# Why do we explicitly state the equality of two things when we know they're equal

Recently my brother in high school and I were talking about some math when he said

If we know two things are the same i.e. equal why do we need to state that they're the same? What he was trying to say was, why do we need to say a thing is itself?

When we start, we really don't know whether those things are equal i.e. that they're the same. We start by seeing them as different, not knowing whether they're indeed the same. This is evident in the fact that we also give them different names at first. It is only after some observations we find that these two things which we named different and were perceived as different were indeed the same thing. Stating two things are equal is important because we started off by assuming they're different.

I'm not sure this is what the correct answer is. I believe mathematics teachers here would've encountered such a situation with their students at some point.

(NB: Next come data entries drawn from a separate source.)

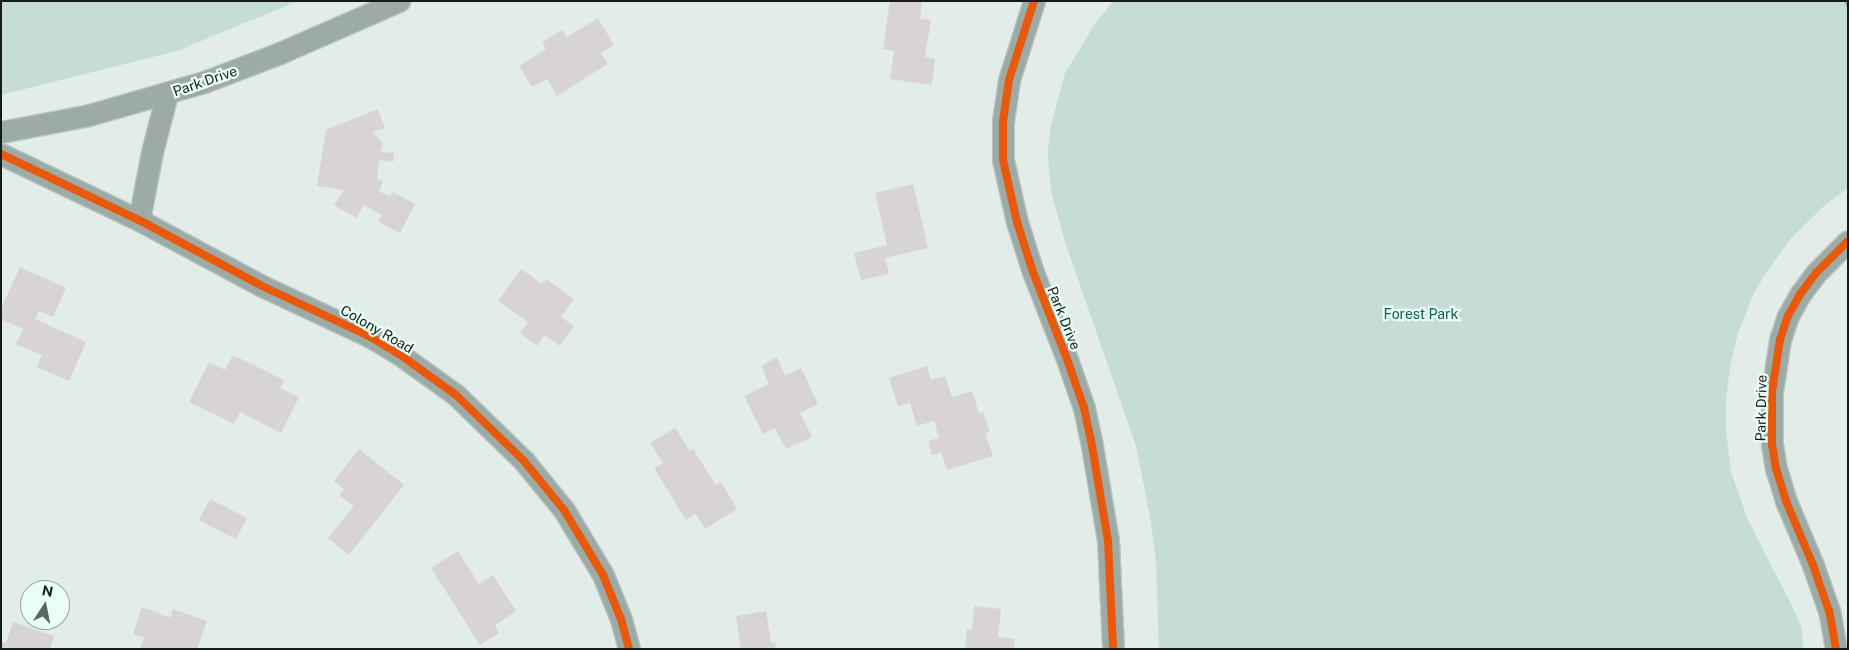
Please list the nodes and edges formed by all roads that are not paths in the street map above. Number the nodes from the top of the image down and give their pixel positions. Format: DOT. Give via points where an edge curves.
graph roads {
  1 [pos="399,1"];
  2 [pos="1034,1"];
  3 [pos="167,94"];
  4 [pos="1,132"];
  5 [pos="1,154"];
  6 [pos="139,220"];
  7 [pos="1848,242"];
  8 [pos="629,649"];
  9 [pos="1112,649"];
  10 [pos="1836,649"];
  1 -- 3 [label="street, Park Drive" via="280,53"];
  2 -- 9 [label="street, Park Drive" via="1009,80 1003,121 1003,160 1025,247 1072,371 1091,440 1108,541"];
  3 -- 4 [label="street, Park Drive" via="89,115"];
  3 -- 6 [label="street"];
  5 -- 6 [label="street, Colony Road"];
  6 -- 8 [label="street, Colony Road" via="260,285 369,336 456,395 524,462 564,510 603,575"];
  7 -- 10 [label="street, Park Drive" via="1816,273 1788,316 1780,340 1772,392 1772,444 1776,468 1828,611"];
}
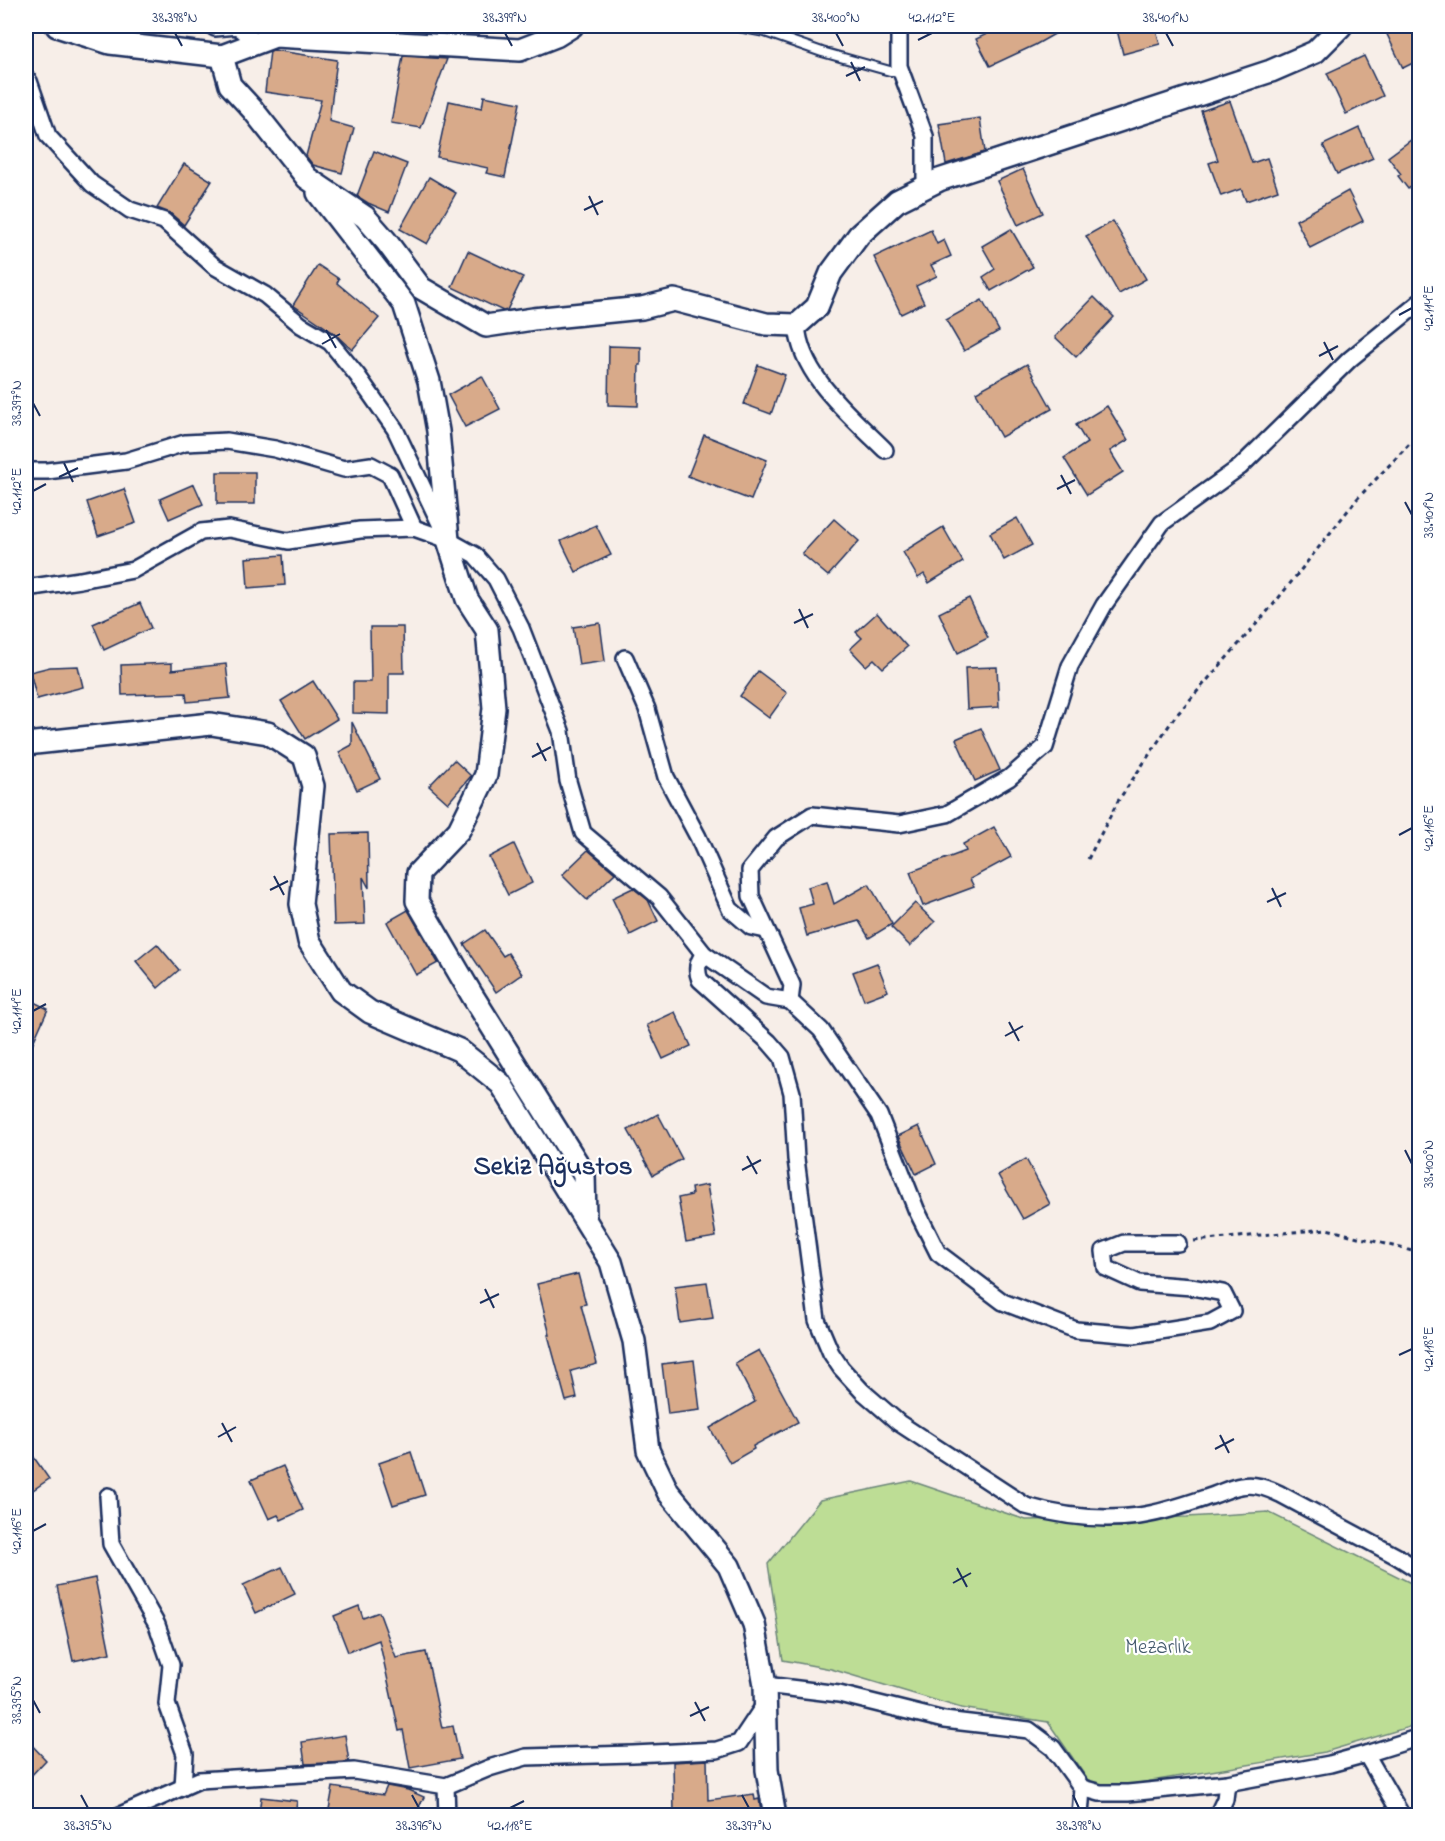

I'm not a mathematics teacher but I think this question is a fit for the community.

• I think one or two SPECIFIC EXAMPLES of this in which your brother finds puzzling would help a lot. As written, this could be anything from applying (or simply stating) the reflexive property of equality to a theorem statement in which two seemingly different numbers/expressions (or more generally, mathematical objects) are asserted to be equal. Feb 6 at 15:27
• +1 for specific example. Also this kind of "Reasoning" will lead to wrong results if you start with a false assumption. You should rather start at something that's "obviously true" and from there derive new, "interesting" facts. Feb 6 at 19:29
• Why do we bother explicitly stating any piece of knowledge? Feb 7 at 16:36
• @XanderHenderson I am not sure that every question a student asks is related to a specific example. What I imagine happened here, is the student hearing the word "equals" and sees the equals sign a lot during a class. So it is natural for the question to enter his mind: "After all equal means same, why do we have to work so hard on distinguishing things which are known to be the same?". I think that's an important question in and of itself, regardless of specific examples
– Amit
Feb 8 at 13:01
• Without specific examples I don't even know what the question means. Echoing what Daniel R. Collins wrote, why tell someone you're going away for the weekend when you already know that and they'll learn after? Why put price tags on things if their price is what it is anyway? I'm not being facetious, I really don't get the question. Feb 8 at 14:35

Your answer is good for showing that indeed we sometimes arrive at an equality via an experimental approach: We try to relate different quantities we observe in day to day life to each other and express their relationship, very often via an equality. The simplest example is probably $$x=v \cdot t$$, which can be stated as "The distance an object traverses equals to its speed times duration of travel". Of course one can go deeper into this, and talk about cases where for example the speed varies with time, and then that particular form of the equality does not hold.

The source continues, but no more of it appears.